Warners was a big standard-bearer for the hip Hollywood fraternity,’ said Bob Merlis, later the company’s head of publicity. ‘It said that you didn’t have to be in the Village to be hip, and I think that was one of the reasons a person like Joni Mitchell was prepared to risk leaving New York for Hollywood Babylon.’ For Lenny Waronker, the fact that sensitive, introspective artists like Mitchell and Young were signing to Warner/Reprise was vindication of the label’s artist-friendly approach to the music business. ‘Neil and Joni were coming at it from a less trained place than Randy Newman or Van Dyke Parks,’ Waronker says, ‘but it was basically the same. There was a line that connected everybody.’

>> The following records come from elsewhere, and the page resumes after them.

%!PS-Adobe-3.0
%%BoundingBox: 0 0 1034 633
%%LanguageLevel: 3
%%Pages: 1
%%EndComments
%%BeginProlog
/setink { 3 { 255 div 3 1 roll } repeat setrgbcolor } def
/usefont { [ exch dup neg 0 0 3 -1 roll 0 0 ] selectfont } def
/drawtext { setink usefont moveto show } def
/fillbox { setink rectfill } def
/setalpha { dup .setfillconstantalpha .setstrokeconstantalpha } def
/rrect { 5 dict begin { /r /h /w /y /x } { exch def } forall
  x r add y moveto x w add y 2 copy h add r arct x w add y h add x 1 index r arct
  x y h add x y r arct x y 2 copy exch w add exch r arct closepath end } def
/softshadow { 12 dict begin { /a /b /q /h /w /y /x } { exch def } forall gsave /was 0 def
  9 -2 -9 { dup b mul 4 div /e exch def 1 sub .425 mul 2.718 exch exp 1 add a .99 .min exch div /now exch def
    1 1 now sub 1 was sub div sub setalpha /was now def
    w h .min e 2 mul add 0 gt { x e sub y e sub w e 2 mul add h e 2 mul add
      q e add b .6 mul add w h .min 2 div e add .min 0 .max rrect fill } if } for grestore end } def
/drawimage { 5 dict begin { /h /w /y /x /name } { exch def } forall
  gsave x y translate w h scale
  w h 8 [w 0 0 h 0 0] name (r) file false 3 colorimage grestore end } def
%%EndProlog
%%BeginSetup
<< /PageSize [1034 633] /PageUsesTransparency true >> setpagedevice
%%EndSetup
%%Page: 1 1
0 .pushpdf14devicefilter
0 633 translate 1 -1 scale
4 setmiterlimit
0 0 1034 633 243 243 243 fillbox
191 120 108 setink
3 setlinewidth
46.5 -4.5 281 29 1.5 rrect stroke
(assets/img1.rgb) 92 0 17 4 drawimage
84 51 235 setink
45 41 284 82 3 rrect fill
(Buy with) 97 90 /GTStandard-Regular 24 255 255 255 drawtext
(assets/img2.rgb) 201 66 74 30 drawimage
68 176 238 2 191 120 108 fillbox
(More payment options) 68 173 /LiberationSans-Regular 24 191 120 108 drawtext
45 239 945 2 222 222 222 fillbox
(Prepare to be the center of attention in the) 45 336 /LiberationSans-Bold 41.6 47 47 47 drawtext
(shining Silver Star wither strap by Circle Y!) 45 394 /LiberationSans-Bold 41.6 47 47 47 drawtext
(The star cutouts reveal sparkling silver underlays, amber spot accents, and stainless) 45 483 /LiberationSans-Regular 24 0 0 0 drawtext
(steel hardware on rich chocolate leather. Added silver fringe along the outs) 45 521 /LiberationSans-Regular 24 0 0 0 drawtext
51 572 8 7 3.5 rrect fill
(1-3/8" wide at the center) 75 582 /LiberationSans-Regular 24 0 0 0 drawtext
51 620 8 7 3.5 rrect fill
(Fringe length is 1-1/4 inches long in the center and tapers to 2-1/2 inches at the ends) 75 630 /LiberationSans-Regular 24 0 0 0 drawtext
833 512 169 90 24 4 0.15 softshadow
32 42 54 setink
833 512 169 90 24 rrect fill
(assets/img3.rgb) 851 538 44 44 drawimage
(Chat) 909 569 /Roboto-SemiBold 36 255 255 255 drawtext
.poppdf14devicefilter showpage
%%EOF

Newman claims, affectionately, that Waronker exploited their boyhood friendship to get him cut-price. Lenny’s father and Randy’s uncle had worked together in the 20th Century-Fox orchestra, and the two boys – Lenny was two years older than Randy – played together constantly. ‘I told Lenny that A&M were offering me $10,000,’ Randy says. ‘He said, “How can you do this to me? Don’t you understand that money isn’t important now?” But Warners matched A&M’s offer and I went with them.’

Artists such as Newman and Parks posed problems for Reprise. Scholarly, almost nerdish writers, they weren’t part of the counterculture in the way that Young, Mitchell or the Grateful Dead were. But then neither were they Top 40 hacks. ‘Randy and some others weren’t joiners,’ says Waronker. ‘Their goals were a little different. It was almost self-consciously trying not to join the game. But everybody wanted to be the best. That was a big deal – “Who’s the best?”’ Newman did not aspire to rock credibility. One glance at his hopelessly square, polo-necked appearance on the cover of his 1968 debut album makes that clear. Nor did Randy hang out with the Laurel Canyon crowd: by now he was married with a son. ‘There was marijuana but I never liked it that much,’ he says. ‘I’d see Harry Nilsson sometimes. But I wasn’t part of anything. If they had a club I wasn’t in it.’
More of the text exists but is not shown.